И никто меня больше не жалеет.
Озверевшие парни, которых я, сама не понимая этого, завела своим развратным поведением до предела, гонятся уже только за своим удовольствием, терзая меня все сильнее и грубее.
А я…
Я сошла с ума, похоже, окончательно.
Потому что мне все это нравится.
Меня плавит в их руках, от их шепота, развратных, таких жестких и глубоких движений во мне, от того, что держат, целуют, кусают, смотрят! Смотрят на меня! Жадно, безумных взглядов не отрывая ни на мгновение!
Пусть это все неправильно и греховно!
Но я никогда не пожалею о том, что мы сделали. Не жалеют о таком.
Никому не рассказывают, конечно.
Но и не жалеют.
Камень неожиданно перехватывает меня за горло, полностью перекрывая дыхание, упирается расширенными глазами в мое безумное лицо, делает еще пару скользящих, жестких движений… Содрогается всем телом. И я ощущаю, как горло наполняется теплым, вязким… Глотаю машинально, одурев от происходящего окончательно.

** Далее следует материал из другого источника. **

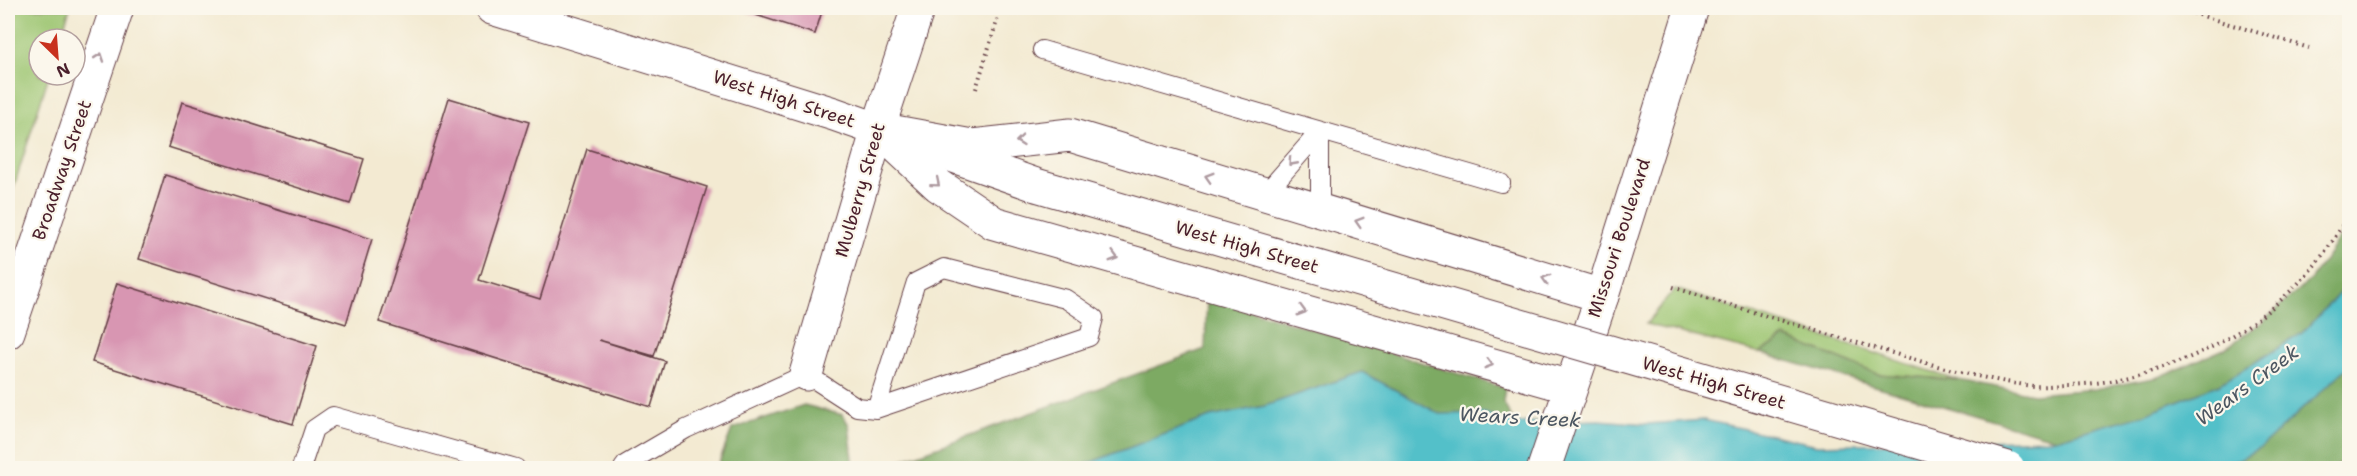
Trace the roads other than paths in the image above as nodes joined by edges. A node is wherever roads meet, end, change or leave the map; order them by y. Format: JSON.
{"nodes":[{"id":1,"x":117,"y":8,"type":"edge"},
{"id":2,"x":492,"y":8,"type":"edge"},
{"id":3,"x":918,"y":8,"type":"edge"},
{"id":4,"x":1692,"y":8,"type":"edge"},
{"id":5,"x":1042,"y":50,"type":"dead end"},
{"id":6,"x":878,"y":129,"type":"junction"},
{"id":7,"x":1320,"y":131,"type":"junction"},
{"id":8,"x":1501,"y":183,"type":"dead end"},
{"id":9,"x":1265,"y":194,"type":"junction"},
{"id":10,"x":1320,"y":211,"type":"junction"},
{"id":11,"x":1602,"y":296,"type":"junction"},
{"id":12,"x":8,"y":332,"type":"edge"},
{"id":13,"x":806,"y":374,"type":"junction"},
{"id":14,"x":1570,"y":387,"type":"junction"},
{"id":15,"x":876,"y":409,"type":"junction"},
{"id":16,"x":301,"y":468,"type":"edge"},
{"id":17,"x":516,"y":468,"type":"edge"},
{"id":18,"x":623,"y":468,"type":"edge"},
{"id":19,"x":1544,"y":468,"type":"edge"},
{"id":20,"x":2008,"y":468,"type":"edge"}],
"edges":[{"from":12,"to":1,"type":"street","name":"Broadway Street","one_way":true},
{"from":2,"to":6,"type":"street","name":"West High Street"},
{"from":3,"to":6,"type":"street","name":"Mulberry Street"},
{"from":4,"to":11,"type":"street","name":"Missouri Boulevard"},
{"from":5,"to":7,"type":"lane"},
{"from":9,"to":6,"type":"street","one_way":true},
{"from":6,"to":13,"type":"street","name":"Mulberry Street"},
{"from":6,"to":14,"type":"street","one_way":true},
{"from":6,"to":20,"type":"street","name":"West High Street","bridge":true},
{"from":7,"to":8,"type":"lane"},
{"from":7,"to":9,"type":"lane","one_way":true},
{"from":7,"to":10,"type":"lane"},
{"from":9,"to":10,"type":"street"},
{"from":11,"to":10,"type":"street","one_way":true},
{"from":11,"to":14,"type":"street","name":"Missouri Boulevard"},
{"from":13,"to":15,"type":"lane"},
{"from":13,"to":18,"type":"lane"},
{"from":14,"to":19,"type":"street","name":"Missouri Boulevard"},
{"from":15,"to":15,"type":"lane"},
{"from":16,"to":17,"type":"lane"}]}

Камень выскальзывает из меня, падает на колени, снова гладит огромной своей ладонью по горлу, словно завороженно отслеживает путь моего глотка, путь части себя в моем теле.

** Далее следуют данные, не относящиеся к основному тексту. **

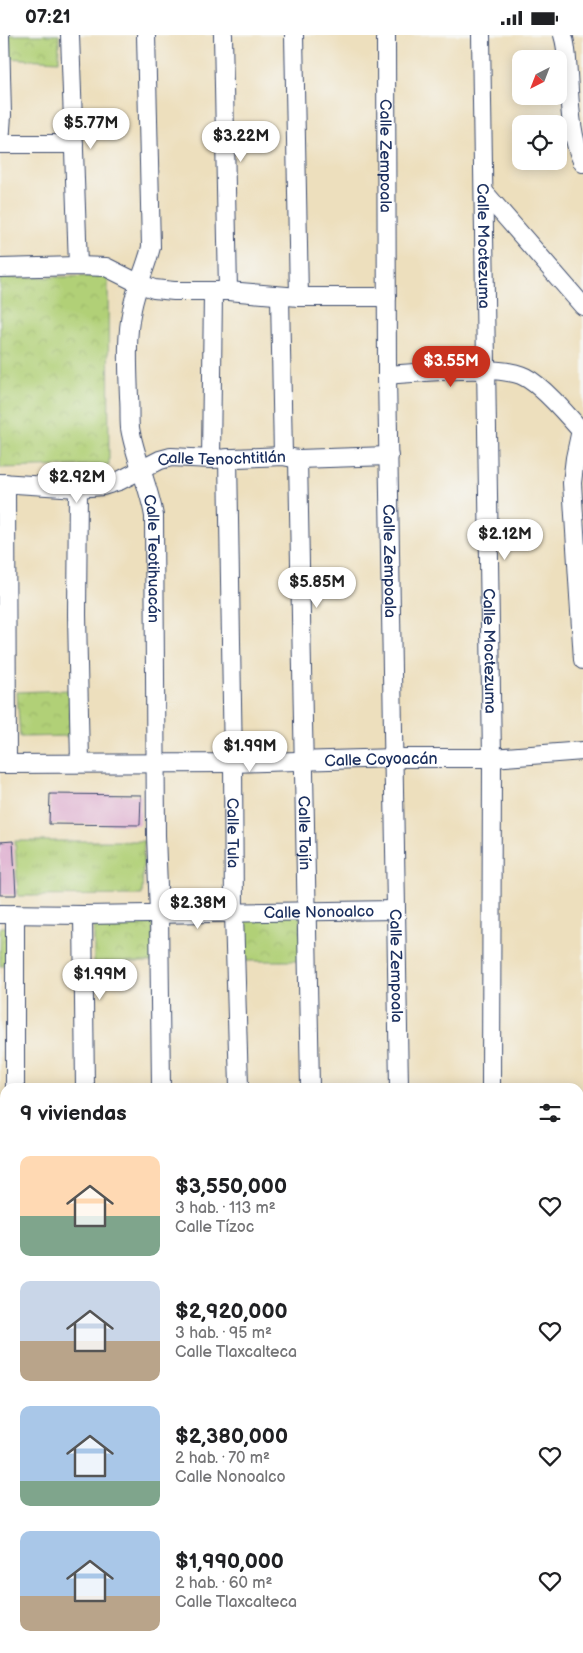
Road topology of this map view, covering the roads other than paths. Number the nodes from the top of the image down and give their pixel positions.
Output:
1 (0, 35) edge
2 (70, 35) edge
3 (146, 35) edge
4 (223, 35) edge
5 (294, 35) edge
6 (386, 35) edge
7 (481, 35) edge
8 (563, 35) edge
9 (0, 144) edge
10 (74, 145) junction
11 (583, 163) edge
12 (484, 192) junction
13 (78, 266) junction
14 (0, 268) edge
15 (138, 283) junction
16 (220, 291) junction
17 (280, 296) junction
18 (299, 297) junction
19 (387, 297) junction
20 (583, 305) edge
21 (486, 370) junction
22 (387, 375) junction
23 (582, 431) edge
24 (388, 456) junction
25 (290, 457) junction
26 (219, 459) junction
27 (142, 468) junction
28 (3, 483) edge
29 (78, 488) junction
30 (583, 661) edge
31 (583, 751) edge
32 (395, 758) junction
33 (492, 759) junction
34 (303, 760) junction
35 (80, 763) junction
36 (155, 763) junction
37 (234, 763) junction
38 (4, 764) edge
39 (396, 910) junction
40 (160, 913) junction
41 (234, 913) junction
42 (305, 913) junction
43 (7, 914) edge
44 (83, 915) junction
45 (14, 1083) edge
46 (85, 1083) edge
47 (161, 1083) edge
48 (239, 1083) edge
49 (310, 1083) edge
50 (399, 1083) edge
51 (491, 1083) edge

1 - 9 street
2 - 10 street
3 - 15 street, Calle Teotihuacán
4 - 16 street, Calle Tula
5 - 18 street
6 - 19 street, Calle Zempoala
7 - 12 street, Calle Moctezuma
8 - 11 street
9 - 10 street
10 - 13 street
12 - 20 street
12 - 21 street, Calle Moctezuma
13 - 14 street
13 - 15 street
15 - 16 street
15 - 27 street, Calle Teotihuacán
16 - 17 street
16 - 26 street, Calle Tula
17 - 18 street
17 - 25 street, Calle Tajín
18 - 19 street
19 - 22 street, Calle Zempoala
21 - 22 street
21 - 23 street
21 - 33 street, Calle Moctezuma
22 - 24 street, Calle Zempoala
23 - 30 street
24 - 25 street, Calle Tenochtitlán
24 - 32 street, Calle Zempoala
25 - 26 street, Calle Tenochtitlán
25 - 34 street, Calle Tajín
26 - 27 street, Calle Tenochtitlán
26 - 37 street, Calle Tula
27 - 29 street, Calle Tenochtitlán
27 - 36 street, Calle Teotihuacán
28 - 29 street, Calle Tenochtitlán
28 - 38 street
29 - 35 street
31 - 33 street, Calle Coyoacán
32 - 33 street, Calle Coyoacán
32 - 34 street, Calle Coyoacán
32 - 39 street, Calle Zempoala
33 - 51 street, Calle Moctezuma
34 - 37 street, Calle Coyoacán
34 - 42 street, Calle Tajín
35 - 36 street, Calle Coyoacán
35 - 38 street, Calle Coyoacán
36 - 37 street, Calle Coyoacán
36 - 40 street, Calle Teotihuacán
37 - 41 street, Calle Tula
39 - 42 street, Calle Nonoalco
39 - 50 street, Calle Zempoala
40 - 41 street, Calle Nonoalco
40 - 44 street, Calle Nonoalco
40 - 47 street, Calle Teotihuacán
41 - 42 street, Calle Nonoalco
41 - 48 street, Calle Tula
42 - 49 street, Calle Tajín
43 - 44 street, Calle Nonoalco
43 - 45 street
44 - 46 street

Лис, зарычав, перехватывает меня за оба локтя, чуть приподнимает, выгибая, словно рукоять лука, и вбивается совсем уже бешено и грубо.
И эта грубость, чужой вкус во рту, жесткое приказание во взгляде Лешки выносят за грань снова. И меня трясет, трясет, трясет… Кажется, бесконечно продирает от кончиков пальцев до кончиков волос искрами наслаждения. Я даже кричать не могу, лишь немо открываю рот, умоляюще, в слезах глядя на жесткое лицо Лешки.
И целует он меня глубоко, захватнически. Варварски.
Мне это тоже нравится.
Кончив, Лис пытается утянуть меня к себе опять, но Камень не пускает, падая на кровать в излоговье и утаскивая к себе на грудь.
Лису, немного одуревшему от полученного кайфа, достаются мои ноги и ягодицы.
Он фырчит, затем смачно целует оба полупопия и, довольно выдохнув, валится на кровать.
— Это было нечто, — делится он впечатлениями, рассеянно и с удовольствием жамкая меня за задницу, — зашибись просто. Знал бы, что так может быть, не дал бы тебе так долго бегать, малыш… Скажи, каменная морда?